Кто-то проснулся раньше Яшки, стучал возле кузницы молотком; чистые металлические звуки, прорываясь сквозь пелену тумана, долетали до большого невидимого амбара и возвращались оттуда уже ослабленными. Казалось, стучат двое: один погромче, другой потише.

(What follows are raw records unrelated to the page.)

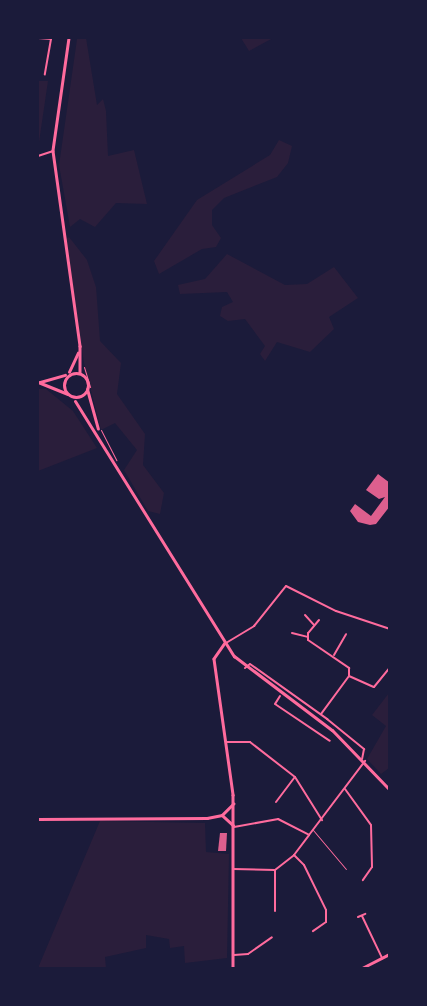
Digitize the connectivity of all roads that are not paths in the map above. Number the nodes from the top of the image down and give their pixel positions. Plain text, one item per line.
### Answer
1 (38, 38) edge
2 (51, 38) edge
3 (69, 38) edge
4 (45, 74) dead end
5 (54, 151) junction
6 (38, 156) edge
7 (79, 350) junction
8 (80, 373) junction
9 (67, 374) junction
10 (38, 382) edge
11 (86, 389) junction
12 (71, 396) junction
13 (76, 401) junction
14 (99, 433) junction
15 (304, 615) dead end
16 (319, 620) dead end
17 (314, 625) junction
18 (390, 629) edge
19 (292, 633) dead end
20 (346, 634) dead end
21 (308, 637) junction
22 (225, 644) junction
23 (334, 656) junction
24 (390, 667) edge
25 (245, 668) junction
26 (349, 676) junction
27 (280, 696) junction
28 (320, 715) junction
29 (38, 717) edge
30 (327, 719) junction
31 (316, 720) junction
32 (323, 725) junction
33 (38, 730) edge
34 (330, 741) dead end
35 (226, 742) junction
36 (38, 760) edge
37 (364, 760) junction
38 (295, 776) junction
39 (345, 789) junction
40 (390, 790) edge
41 (276, 802) dead end
42 (234, 803) junction
43 (222, 815) junction
44 (38, 819) edge
45 (322, 820) junction
46 (234, 827) junction
47 (313, 830) junction
48 (309, 835) junction
49 (294, 855) junction
50 (346, 868) dead end
51 (233, 869) junction
52 (275, 870) junction
53 (362, 880) dead end
54 (275, 911) dead end
55 (358, 917) dead end
56 (313, 931) dead end
57 (272, 937) dead end
58 (390, 954) edge
59 (233, 955) junction
60 (382, 958) junction
61 (233, 968) edge
62 (362, 968) edge

1 - 2 street
2 - 4 street
3 - 5 street
5 - 6 street
5 - 7 street
7 - 8 street
7 - 9 street
8 - 9 main road
8 - 11 main road
9 - 10 main road
9 - 12 main road
10 - 12 main road
11 - 13 main road
11 - 14 main road
12 - 13 main road
13 - 14 main road
14 - 22 main road
15 - 17 street
16 - 17 street
17 - 21 street
18 - 22 street
19 - 21 street
20 - 23 street
21 - 23 street
22 - 25 main road
22 - 35 street
23 - 26 street
24 - 26 street
25 - 27 main road
25 - 28 street
26 - 28 street
27 - 31 main road
27 - 34 street
28 - 30 street
28 - 31 street
29 - 33 street
30 - 32 street
30 - 37 street
31 - 32 main road
32 - 37 main road
33 - 36 street
35 - 38 street
35 - 42 street
37 - 39 street
37 - 40 main road
38 - 41 street
38 - 45 street
39 - 45 street
39 - 53 street
42 - 43 street
42 - 46 street
43 - 44 street
43 - 46 street
45 - 47 street
46 - 48 street
46 - 51 street
47 - 48 street
47 - 50 lane
48 - 49 street
49 - 52 street
49 - 56 street
51 - 52 street
51 - 59 street
52 - 54 street
55 - 60 street
57 - 59 street
58 - 60 street
59 - 61 street
60 - 62 street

Яшка соскочил с крыльца, замахнулся удочками на подвернувшегося под ноги петуха и весело затрусил к риге[43]. У риги он вытащил из-под доски ржавый косарь[44] и стал рыть землю. Почти сразу же начали попадаться красные и лиловые холодные червяки. Толстые и тонкие, они одинаково проворно уходили в рыхлую землю, но Яшка всё-таки успевал выхватывать их и скоро набросал почти полную банку. Подсыпав червям свежей земли, он побежал вниз по тропинке, перевалился через плетень[45] и задами пробрался к сараю, где на сеновале спал его новый приятель — Володя.
Яшка заложил в рот испачканные землёй пальцы и свистнул. Потом сплюнул и прислушался. Было тихо.
— Володька! — позвал он. — Вставай!
Володя зашевелился на сене, долго возился и шуршал там, наконец неловко слез, наступая на незавязанные шнурки. Лицо его, измятое после сна, было бессмысленно и неподвижно, как у слепого, в волосы набилась сенная труха, она же, видимо, попала ему и за рубашку, потому что, стоя уже внизу, рядом с Яшкой, он всё дергал тонкой шеей, поводил плечами и почёсывал спину.
— А не рано? — сипло спросил он, зевнул и, покачнувшись, схватился рукой за лестницу.
Яшка разозлился: он встал на целый час раньше, червяков накопал, удочки притащил… а если по правде говорить, то и встал-то он сегодня из-за этого… заморыша — хотел места рыбные ему показать, — и вот вместо благодарности и восхищения — «рано»!
— Для кого рано, а для кого не рано! — зло ответил он и с пренебрежением осмотрел Володю с головы до ног.
Володя выглянул на улицу, лицо его оживилось, глаза заблестели, он начал торопливо зашнуровывать ботинки. Но для Яшки вся прелесть утра была уже отравлена.
— Ты что, в ботинках пойдёшь? — презрительно спросил он и посмотрел на оттопыренный палец своей босой ноги. — А галоши наденешь?
Володя промолчал, покраснел и принялся за другой ботинок.
— Ну да, — меланхолично продолжал Яшка, ставя удочки к стене, — у вас там, в Москве, небось босиком не ходют…
— Ну и что? — Володя снизу посмотрел в широкое насмешливо-злое лицо Яшки.
— Да ничего… Забежи домой — пальто возьми…
— Ну и забегу! — сквозь зубы ответил Володя и ещё больше покраснел.